DM Lessons from the 2013 Election
Regardless of the results, one big winner of last year's election was direct mail. Attacked by politicians across the ideological spectrum, this channel was nevertheless embraced when it came time to raise money from supporters and fire up voters to go to the polls. In fact, more money was spent on direct mail by candidates, parties, and outside entities than on any other medium except television.
I've read a lot of political mail over the years as the archivist of Who's Mailing What!, the world's largest library of direct mail and email. If what I've seen this year is any indication, what worked in 2012 and before is still being applied today. Campaign strategists and vendors should take note of the new techniques, as well as old school ones, that are keeping this "dead" medium very much alive in an off-year election.
A Color Explosion
In previous election cycles, political fundraising appeals, especially from candidates, were typically mailed in stately #10 envelopes, and 2012 had its share. That's why the vivid, 4-color outers mailed by some campaigns really stood out, starting with the innovative Obama for America kickoff effort.

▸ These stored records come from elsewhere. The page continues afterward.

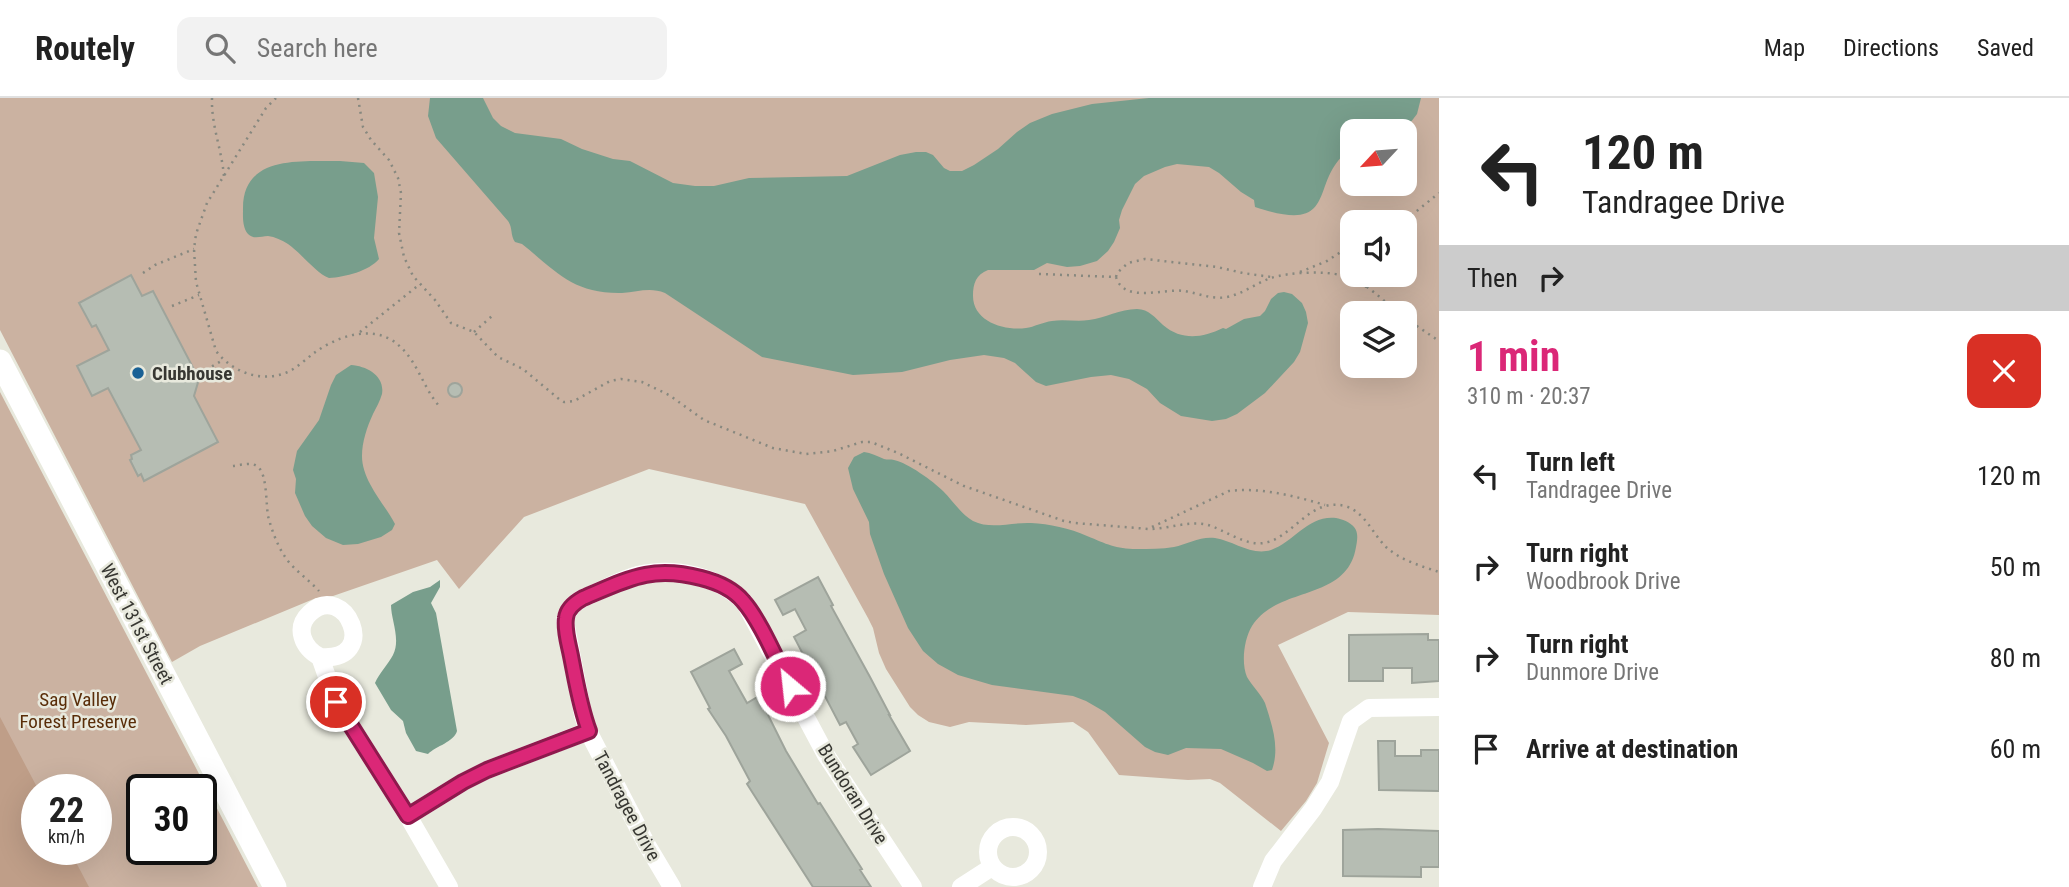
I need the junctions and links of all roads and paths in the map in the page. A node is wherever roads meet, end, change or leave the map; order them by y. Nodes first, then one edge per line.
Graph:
1 (212, 98) edge
2 (276, 98) edge
3 (358, 98) edge
4 (224, 177) junction
5 (1439, 193) edge
6 (1417, 211) edge
7 (194, 249) junction
8 (1340, 252) edge
9 (143, 273) dead end
10 (1039, 274) dead end
11 (1297, 274) junction
12 (1116, 277) junction
13 (1272, 277) junction
14 (420, 284) junction
15 (1366, 288) joint
16 (199, 295) junction
17 (1383, 301) edge
18 (172, 306) dead end
19 (492, 316) dead end
20 (1417, 326) edge
21 (474, 332) junction
22 (358, 334) junction
23 (1439, 341) edge
24 (223, 360) junction
25 (0, 361) edge
26 (206, 370) dead end
27 (440, 407) dead end
28 (233, 466) dead end
29 (1327, 506) junction
30 (1149, 529) junction
31 (1439, 572) edge
32 (575, 603) joint
33 (328, 606) junction
34 (320, 657) junction
35 (1439, 707) edge
36 (589, 731) junction
37 (408, 816) junction
38 (992, 867) dead end
39 (1269, 885) edge
40 (275, 887) edge
41 (449, 887) edge
42 (672, 887) edge
43 (913, 887) edge
44 (961, 887) edge

1 - 4 path
2 - 4 path
3 - 14 path
4 - 7 path
5 - 6 path
7 - 9 path
7 - 16 path
8 - 11 path
10 - 12 path
11 - 13 path
11 - 15 path
12 - 13 path
12 - 13 path
14 - 21 path
14 - 22 path
15 - 17 path
16 - 18 path
16 - 24 path
19 - 21 path
20 - 23 path
21 - 30 path
22 - 24 path
22 - 27 path
24 - 26 path
25 - 40 street, West 131st Street
28 - 33 path
29 - 30 path
29 - 30 path
29 - 31 path
32 - 36 street, Tandragee Drive
32 - 43 street, Bundoran Drive
33 - 34 street
33 - 34 street
34 - 37 street
35 - 39 street
36 - 37 street
36 - 42 street, Tandragee Drive
37 - 41 street
38 - 44 street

In this year's special U.S. Senate election in New Jersey, Democrat Cory Booker jumped into the fray with a #10 mailer dominated on one side by a photo of the Newark mayor, smiling and speaking in front of a crowd (see image in the media player in the upper right). He joins other senators, such as Elizabeth Warren and Chris Coons, who have recently mailed colorful outer envelopes.
Four-color get-out-the-vote self-mailers are still a standard tool to frame one's opponents or introduce a candidate to the public with a "soft sell," like the one for Ken Cuccinelli, a Republican in this year's Virginia gubernatorial race (see image in the media player in upper right).